■ YOUR OBJECTIVE
Each line of the data below goes into the copy exactly; pictures do not.

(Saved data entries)
□ □ □ □ □
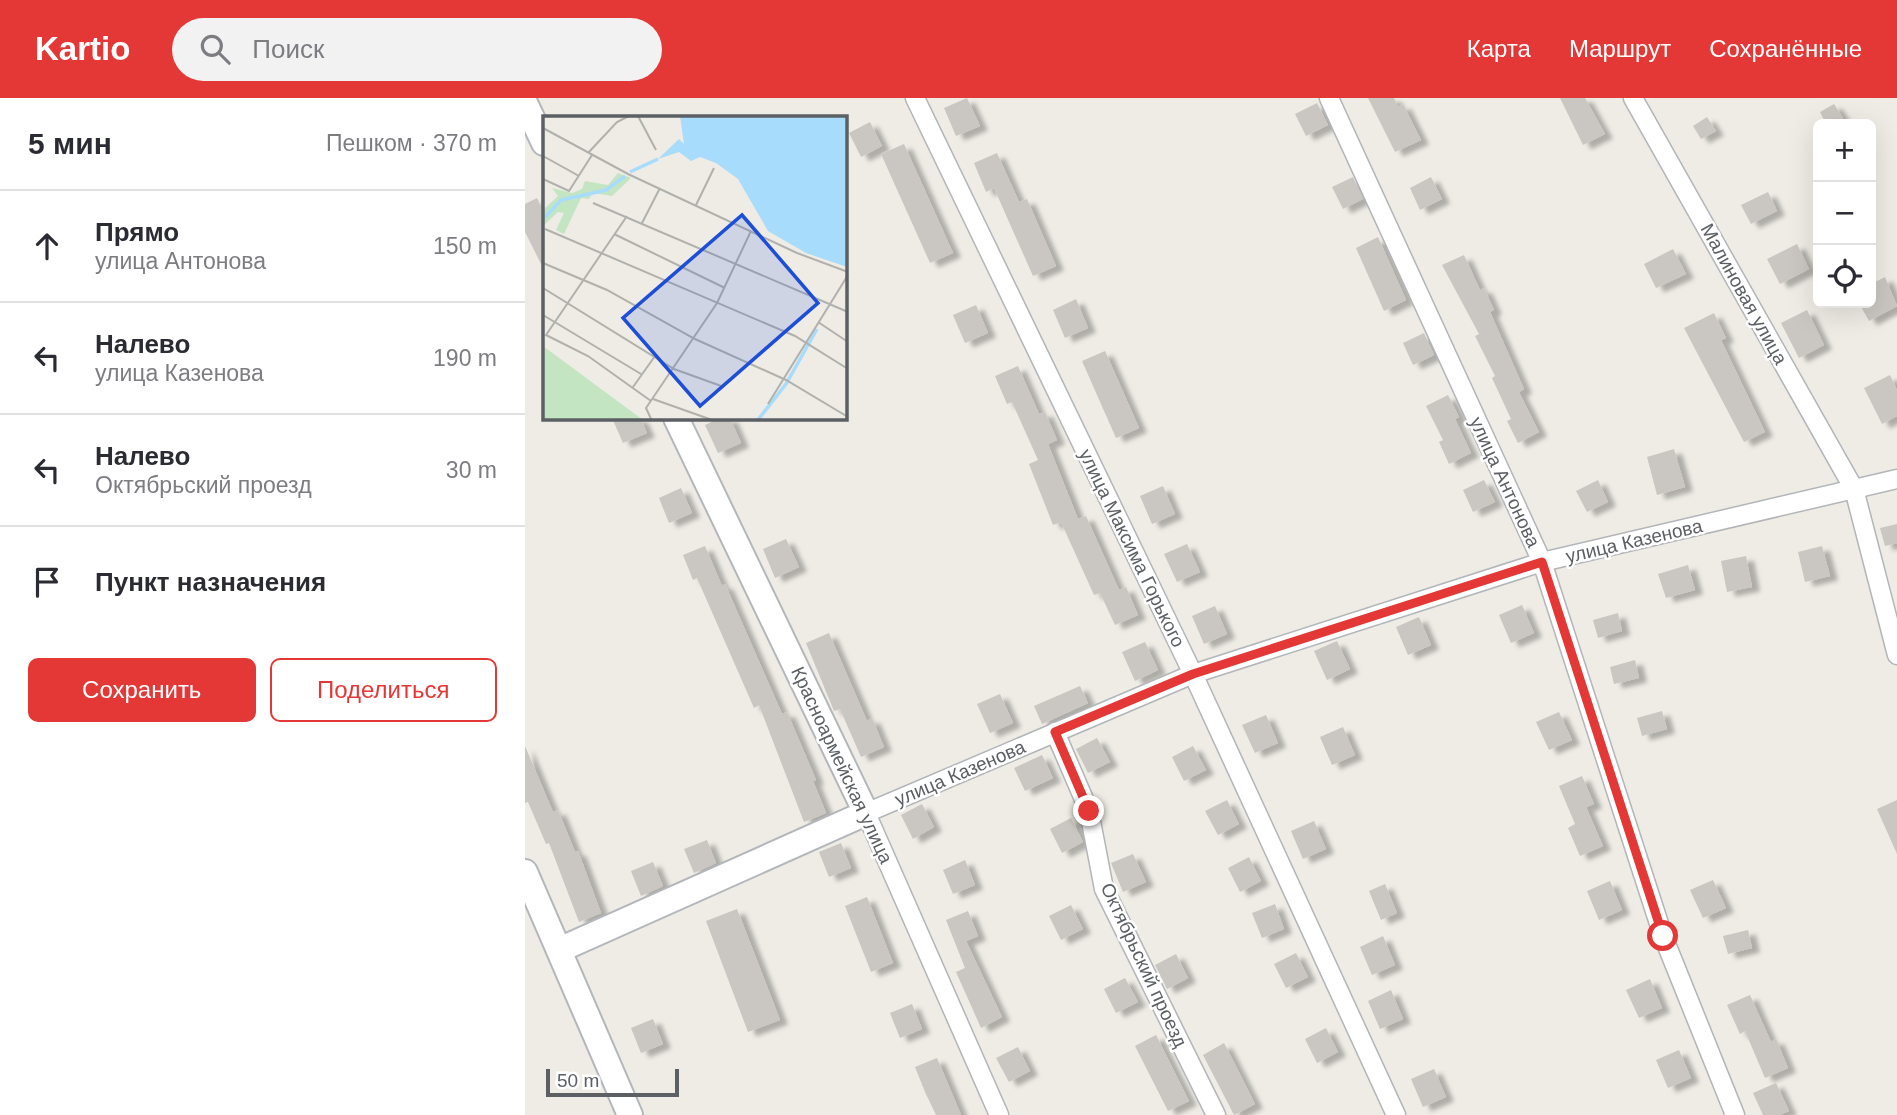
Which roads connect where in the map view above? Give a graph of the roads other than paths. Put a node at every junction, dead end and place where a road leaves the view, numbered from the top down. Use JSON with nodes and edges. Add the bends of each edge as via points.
{"nodes":[{"id":1,"x":915,"y":98,"type":"edge"},
{"id":2,"x":1329,"y":98,"type":"edge"},
{"id":3,"x":1633,"y":98,"type":"edge"},
{"id":4,"x":525,"y":103,"type":"edge"},
{"id":5,"x":543,"y":141,"type":"edge"},
{"id":6,"x":677,"y":420,"type":"edge"},
{"id":7,"x":1897,"y":479,"type":"edge"},
{"id":8,"x":1854,"y":489,"type":"junction"},
{"id":9,"x":1542,"y":562,"type":"junction"},
{"id":10,"x":1897,"y":655,"type":"edge"},
{"id":11,"x":1193,"y":674,"type":"junction"},
{"id":12,"x":1055,"y":732,"type":"junction"},
{"id":13,"x":866,"y":813,"type":"junction"},
{"id":14,"x":525,"y":872,"type":"edge"},
{"id":15,"x":559,"y":950,"type":"junction"},
{"id":16,"x":630,"y":1115,"type":"edge"},
{"id":17,"x":999,"y":1115,"type":"edge"},
{"id":18,"x":1216,"y":1115,"type":"edge"},
{"id":19,"x":1396,"y":1115,"type":"edge"},
{"id":20,"x":1735,"y":1115,"type":"edge"}],
"edges":[{"from":1,"to":11,"type":"street","name":"улица Максима Горького"},
{"from":2,"to":9,"type":"street","name":"улица Антонова"},
{"from":3,"to":8,"type":"street","name":"Малиновая улица"},
{"from":4,"to":5,"type":"street"},
{"from":6,"to":13,"type":"street","name":"Красноармейская улица"},
{"from":7,"to":8,"type":"street","name":"улица Казенова"},
{"from":8,"to":9,"type":"street","name":"улица Казенова"},
{"from":8,"to":10,"type":"street","name":"Малиновая улица"},
{"from":9,"to":11,"type":"street","name":"улица Казенова"},
{"from":9,"to":20,"type":"street","name":"улица Антонова","via":[[1663,936]]},
{"from":11,"to":12,"type":"street","name":"улица Казенова"},
{"from":11,"to":19,"type":"street","name":"улица Максима Горького"},
{"from":12,"to":13,"type":"street","name":"улица Казенова"},
{"from":12,"to":18,"type":"street","name":"Октябрьский проезд","via":[[1089,811],[1104,889]]},
{"from":13,"to":15,"type":"street","name":"улица Казенова"},
{"from":13,"to":17,"type":"street","name":"Красноармейская улица"},
{"from":14,"to":15,"type":"street"},
{"from":15,"to":16,"type":"street"}]}
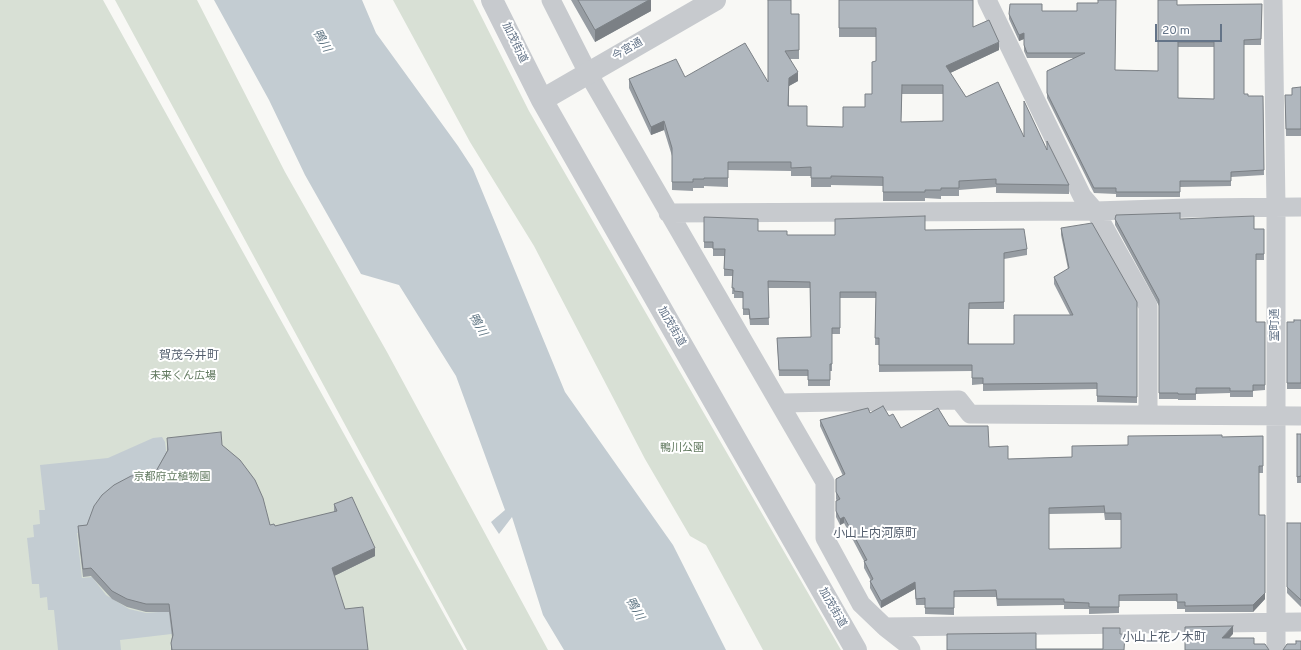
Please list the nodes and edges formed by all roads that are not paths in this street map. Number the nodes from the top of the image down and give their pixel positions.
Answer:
1 (492, 0) edge
2 (551, 0) edge
3 (715, 0) edge
4 (987, 0) edge
5 (1273, 0) edge
6 (588, 73) junction
7 (542, 100) junction
8 (1276, 207) junction
9 (1301, 207) edge
10 (1095, 211) junction
11 (668, 212) junction
12 (780, 403) junction
13 (1148, 415) junction
14 (1276, 416) junction
15 (1301, 416) edge
16 (1276, 622) junction
17 (1301, 622) edge
18 (884, 627) junction
19 (856, 650) edge
20 (911, 650) edge
21 (1276, 650) edge

1 - 7 street, 加茂街道
2 - 6 street
3 - 6 street, 今宮通
4 - 10 street
5 - 8 street, 室町通
6 - 7 street, 今宮通
6 - 11 street
7 - 19 street, 加茂街道
8 - 9 street
8 - 10 street
8 - 14 street, 室町通
10 - 11 street
10 - 13 street
11 - 12 street
12 - 13 street
12 - 18 street
13 - 14 street
14 - 15 street
14 - 16 street, 室町通
16 - 17 street
16 - 18 street
16 - 21 street, 室町通
18 - 20 street

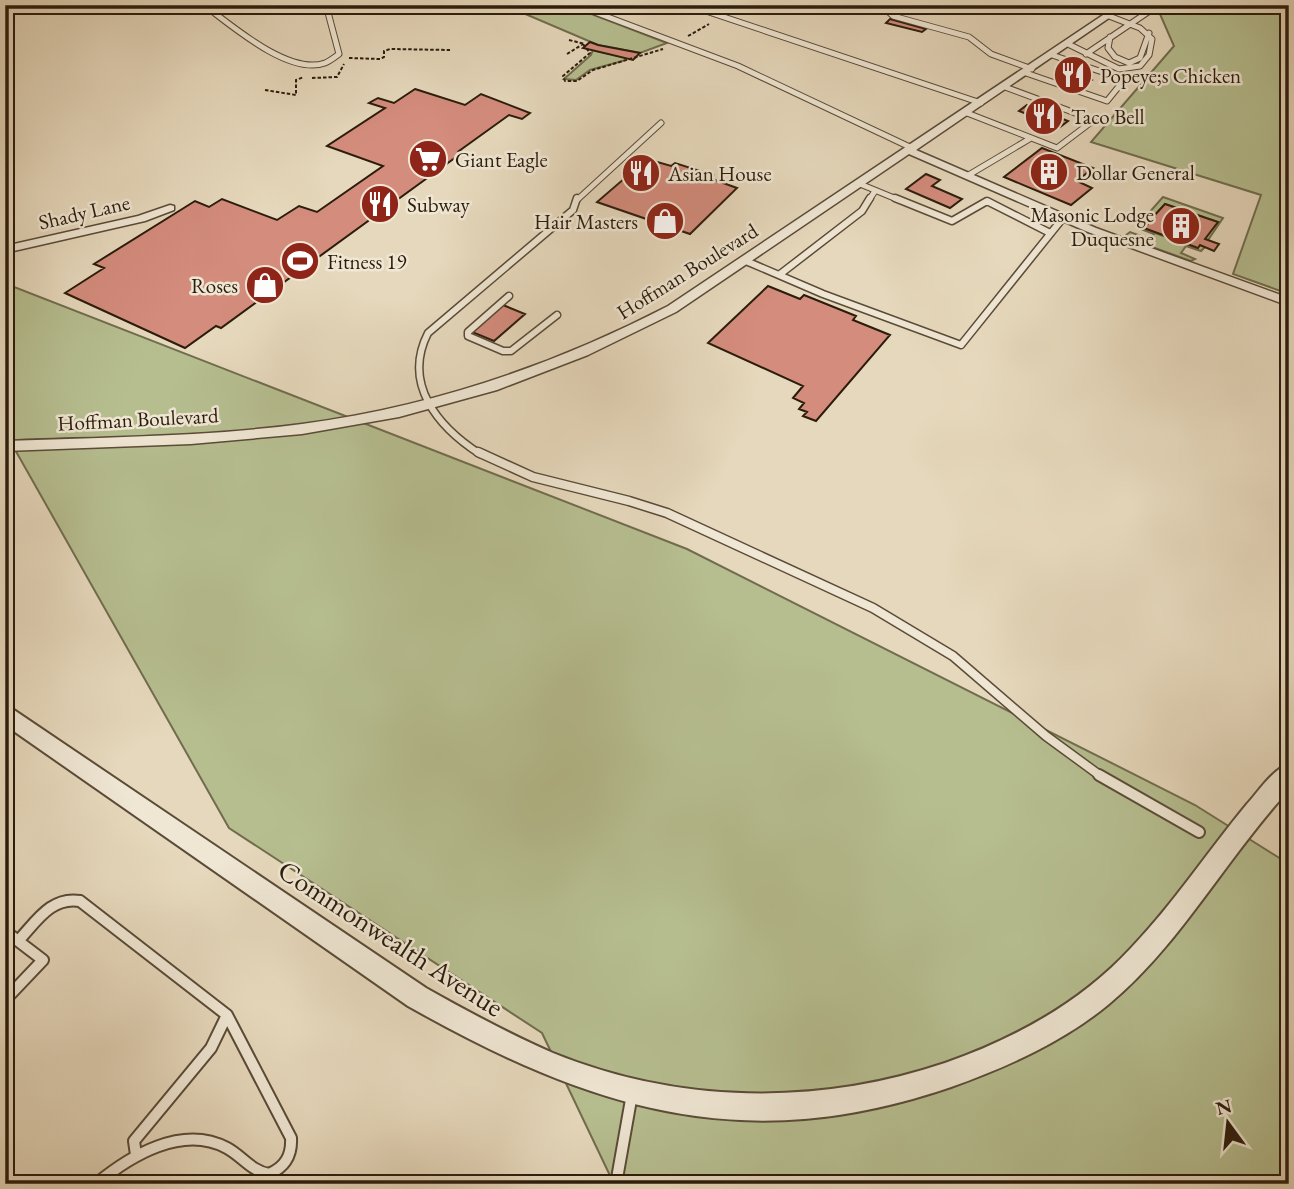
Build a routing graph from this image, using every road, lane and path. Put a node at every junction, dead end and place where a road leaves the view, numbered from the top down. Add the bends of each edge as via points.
1 (204, 5) edge
2 (326, 5) edge
3 (576, 5) edge
4 (603, 5) edge
5 (688, 5) edge
6 (858, 5) edge
7 (881, 5) edge
8 (1124, 5) edge
9 (592, 11) junction
10 (848, 11) dead end
11 (1148, 12) dead end
12 (1109, 16) junction
13 (1130, 24) junction
14 (1149, 33) junction
15 (1110, 37) junction
16 (569, 40) dead end
17 (676, 43) junction
18 (585, 44) junction
19 (1068, 44) junction
20 (450, 50) dead end
21 (567, 54) dead end
22 (1086, 54) junction
23 (1052, 55) junction
24 (636, 57) dead end
25 (641, 58) junction
26 (1029, 71) junction
27 (1005, 87) junction
28 (265, 90) dead end
29 (981, 103) junction
30 (967, 113) junction
31 (662, 123) dead end
32 (1031, 138) junction
33 (912, 150) junction
34 (967, 176) junction
35 (860, 184) junction
36 (876, 191) junction
37 (170, 208) dead end
38 (1063, 218) junction
39 (1050, 233) junction
40 (5, 250) edge
41 (746, 261) junction
42 (779, 275) junction
43 (509, 296) dead end
44 (1289, 302) edge
45 (557, 315) dead end
46 (429, 405) junction
47 (5, 446) edge
48 (5, 713) edge
49 (1289, 774) edge
50 (1199, 832) dead end
51 (5, 931) edge
52 (18, 941) junction
53 (5, 1000) edge
54 (227, 1014) junction
55 (632, 1094) junction
56 (136, 1155) junction
57 (96, 1184) edge
58 (615, 1184) edge

1 - 2 lane via 287,61 311,65 331,61 339,54
3 - 9 lane
4 - 9 lane
5 - 29 lane
6 - 10 lane
7 - 26 lane via 893,16 970,37 991,54
8 - 12 street, Hoffman Boulevard
9 - 17 lane
11 - 13 lane
12 - 13 lane
12 - 19 street, Hoffman Boulevard
13 - 14 lane
13 - 15 lane
14 - 15 lane via 1140,58 1129,63 1117,64 1102,55
14 - 22 lane via 1155,44 1140,66 1119,69
15 - 22 lane
16 - 18 path
17 - 25 path
17 - 33 lane via 738,66
18 - 21 path
18 - 25 path via 590,53 562,78 565,81
19 - 22 lane
19 - 23 street, Hoffman Boulevard
20 - 28 path via 388,49 380,59 348,59 334,79 299,78 296,95
23 - 26 street, Hoffman Boulevard
23 - 26 lane via 1110,75 1120,85 1107,101
24 - 25 path
26 - 27 street, Hoffman Boulevard
27 - 29 street, Hoffman Boulevard
27 - 32 lane via 1094,120 1057,148
29 - 30 street, Hoffman Boulevard
30 - 32 lane
30 - 33 street, Hoffman Boulevard
31 - 46 lane via 578,196 573,210 428,333 416,361
32 - 34 lane
33 - 34 street
33 - 35 street, Hoffman Boulevard
34 - 38 street
35 - 36 lane
35 - 41 street, Hoffman Boulevard
36 - 39 lane via 952,221 986,201
36 - 42 lane via 862,211
37 - 40 street, Shady Lane via 141,219
38 - 39 lane
38 - 44 street
39 - 42 lane via 961,345
41 - 42 lane
41 - 46 street, Hoffman Boulevard via 672,309 591,351 506,384
43 - 45 lane via 468,336 511,351
46 - 47 street, Hoffman Boulevard via 267,433
46 - 50 lane via 450,431 491,460 561,485 651,508 908,627 956,659 1086,767
48 - 55 street, Commonwealth Avenue via 448,1016 519,1054
49 - 55 street, Commonwealth Avenue via 1115,982 1071,1017 996,1057 883,1095 793,1108 707,1106
51 - 52 lane
52 - 53 lane via 43,960
52 - 54 lane via 55,903 74,899
54 - 56 lane via 211,1048 134,1140
54 - 56 lane via 291,1138 288,1160 276,1171 262,1174 226,1147 194,1139 159,1144
55 - 58 lane
56 - 57 lane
□ □ □ □ □
■ YOUR SOLUTION
Which roads connect where in the map view above? Give a graph of the roads other than paths. Put a node at every junction, dead end and place where a road leaves the view, numbered from the top down. Use JSON with nodes and edges. Add the bends of each edge as via points.
{"nodes":[{"id":1,"x":915,"y":98,"type":"edge"},
{"id":2,"x":1329,"y":98,"type":"edge"},
{"id":3,"x":1633,"y":98,"type":"edge"},
{"id":4,"x":525,"y":103,"type":"edge"},
{"id":5,"x":543,"y":141,"type":"edge"},
{"id":6,"x":677,"y":420,"type":"edge"},
{"id":7,"x":1897,"y":479,"type":"edge"},
{"id":8,"x":1854,"y":489,"type":"junction"},
{"id":9,"x":1542,"y":562,"type":"junction"},
{"id":10,"x":1897,"y":655,"type":"edge"},
{"id":11,"x":1193,"y":674,"type":"junction"},
{"id":12,"x":1055,"y":732,"type":"junction"},
{"id":13,"x":866,"y":813,"type":"junction"},
{"id":14,"x":525,"y":872,"type":"edge"},
{"id":15,"x":559,"y":950,"type":"junction"},
{"id":16,"x":630,"y":1115,"type":"edge"},
{"id":17,"x":999,"y":1115,"type":"edge"},
{"id":18,"x":1216,"y":1115,"type":"edge"},
{"id":19,"x":1396,"y":1115,"type":"edge"},
{"id":20,"x":1735,"y":1115,"type":"edge"}],
"edges":[{"from":1,"to":11,"type":"street","name":"улица Максима Горького"},
{"from":2,"to":9,"type":"street","name":"улица Антонова"},
{"from":3,"to":8,"type":"street","name":"Малиновая улица"},
{"from":4,"to":5,"type":"street"},
{"from":6,"to":13,"type":"street","name":"Красноармейская улица"},
{"from":7,"to":8,"type":"street","name":"улица Казенова"},
{"from":8,"to":9,"type":"street","name":"улица Казенова"},
{"from":8,"to":10,"type":"street","name":"Малиновая улица"},
{"from":9,"to":11,"type":"street","name":"улица Казенова"},
{"from":9,"to":20,"type":"street","name":"улица Антонова","via":[[1663,936]]},
{"from":11,"to":12,"type":"street","name":"улица Казенова"},
{"from":11,"to":19,"type":"street","name":"улица Максима Горького"},
{"from":12,"to":13,"type":"street","name":"улица Казенова"},
{"from":12,"to":18,"type":"street","name":"Октябрьский проезд","via":[[1089,811],[1104,889]]},
{"from":13,"to":15,"type":"street","name":"улица Казенова"},
{"from":13,"to":17,"type":"street","name":"Красноармейская улица"},
{"from":14,"to":15,"type":"street"},
{"from":15,"to":16,"type":"street"}]}
Please list the nodes and edges formed by all roads that are not paths in this street map. Number the nodes from the top of the image down and give their pixel positions.
Answer:
1 (492, 0) edge
2 (551, 0) edge
3 (715, 0) edge
4 (987, 0) edge
5 (1273, 0) edge
6 (588, 73) junction
7 (542, 100) junction
8 (1276, 207) junction
9 (1301, 207) edge
10 (1095, 211) junction
11 (668, 212) junction
12 (780, 403) junction
13 (1148, 415) junction
14 (1276, 416) junction
15 (1301, 416) edge
16 (1276, 622) junction
17 (1301, 622) edge
18 (884, 627) junction
19 (856, 650) edge
20 (911, 650) edge
21 (1276, 650) edge

1 - 7 street, 加茂街道
2 - 6 street
3 - 6 street, 今宮通
4 - 10 street
5 - 8 street, 室町通
6 - 7 street, 今宮通
6 - 11 street
7 - 19 street, 加茂街道
8 - 9 street
8 - 10 street
8 - 14 street, 室町通
10 - 11 street
10 - 13 street
11 - 12 street
12 - 13 street
12 - 18 street
13 - 14 street
14 - 15 street
14 - 16 street, 室町通
16 - 17 street
16 - 18 street
16 - 21 street, 室町通
18 - 20 street

Build a routing graph from this image, using every road, lane and path. Put a node at every junction, dead end and place where a road leaves the view, numbered from the top down. Add the bends of each edge as via points.
1 (204, 5) edge
2 (326, 5) edge
3 (576, 5) edge
4 (603, 5) edge
5 (688, 5) edge
6 (858, 5) edge
7 (881, 5) edge
8 (1124, 5) edge
9 (592, 11) junction
10 (848, 11) dead end
11 (1148, 12) dead end
12 (1109, 16) junction
13 (1130, 24) junction
14 (1149, 33) junction
15 (1110, 37) junction
16 (569, 40) dead end
17 (676, 43) junction
18 (585, 44) junction
19 (1068, 44) junction
20 (450, 50) dead end
21 (567, 54) dead end
22 (1086, 54) junction
23 (1052, 55) junction
24 (636, 57) dead end
25 (641, 58) junction
26 (1029, 71) junction
27 (1005, 87) junction
28 (265, 90) dead end
29 (981, 103) junction
30 (967, 113) junction
31 (662, 123) dead end
32 (1031, 138) junction
33 (912, 150) junction
34 (967, 176) junction
35 (860, 184) junction
36 (876, 191) junction
37 (170, 208) dead end
38 (1063, 218) junction
39 (1050, 233) junction
40 (5, 250) edge
41 (746, 261) junction
42 (779, 275) junction
43 (509, 296) dead end
44 (1289, 302) edge
45 (557, 315) dead end
46 (429, 405) junction
47 (5, 446) edge
48 (5, 713) edge
49 (1289, 774) edge
50 (1199, 832) dead end
51 (5, 931) edge
52 (18, 941) junction
53 (5, 1000) edge
54 (227, 1014) junction
55 (632, 1094) junction
56 (136, 1155) junction
57 (96, 1184) edge
58 (615, 1184) edge

1 - 2 lane via 287,61 311,65 331,61 339,54
3 - 9 lane
4 - 9 lane
5 - 29 lane
6 - 10 lane
7 - 26 lane via 893,16 970,37 991,54
8 - 12 street, Hoffman Boulevard
9 - 17 lane
11 - 13 lane
12 - 13 lane
12 - 19 street, Hoffman Boulevard
13 - 14 lane
13 - 15 lane
14 - 15 lane via 1140,58 1129,63 1117,64 1102,55
14 - 22 lane via 1155,44 1140,66 1119,69
15 - 22 lane
16 - 18 path
17 - 25 path
17 - 33 lane via 738,66
18 - 21 path
18 - 25 path via 590,53 562,78 565,81
19 - 22 lane
19 - 23 street, Hoffman Boulevard
20 - 28 path via 388,49 380,59 348,59 334,79 299,78 296,95
23 - 26 street, Hoffman Boulevard
23 - 26 lane via 1110,75 1120,85 1107,101
24 - 25 path
26 - 27 street, Hoffman Boulevard
27 - 29 street, Hoffman Boulevard
27 - 32 lane via 1094,120 1057,148
29 - 30 street, Hoffman Boulevard
30 - 32 lane
30 - 33 street, Hoffman Boulevard
31 - 46 lane via 578,196 573,210 428,333 416,361
32 - 34 lane
33 - 34 street
33 - 35 street, Hoffman Boulevard
34 - 38 street
35 - 36 lane
35 - 41 street, Hoffman Boulevard
36 - 39 lane via 952,221 986,201
36 - 42 lane via 862,211
37 - 40 street, Shady Lane via 141,219
38 - 39 lane
38 - 44 street
39 - 42 lane via 961,345
41 - 42 lane
41 - 46 street, Hoffman Boulevard via 672,309 591,351 506,384
43 - 45 lane via 468,336 511,351
46 - 47 street, Hoffman Boulevard via 267,433
46 - 50 lane via 450,431 491,460 561,485 651,508 908,627 956,659 1086,767
48 - 55 street, Commonwealth Avenue via 448,1016 519,1054
49 - 55 street, Commonwealth Avenue via 1115,982 1071,1017 996,1057 883,1095 793,1108 707,1106
51 - 52 lane
52 - 53 lane via 43,960
52 - 54 lane via 55,903 74,899
54 - 56 lane via 211,1048 134,1140
54 - 56 lane via 291,1138 288,1160 276,1171 262,1174 226,1147 194,1139 159,1144
55 - 58 lane
56 - 57 lane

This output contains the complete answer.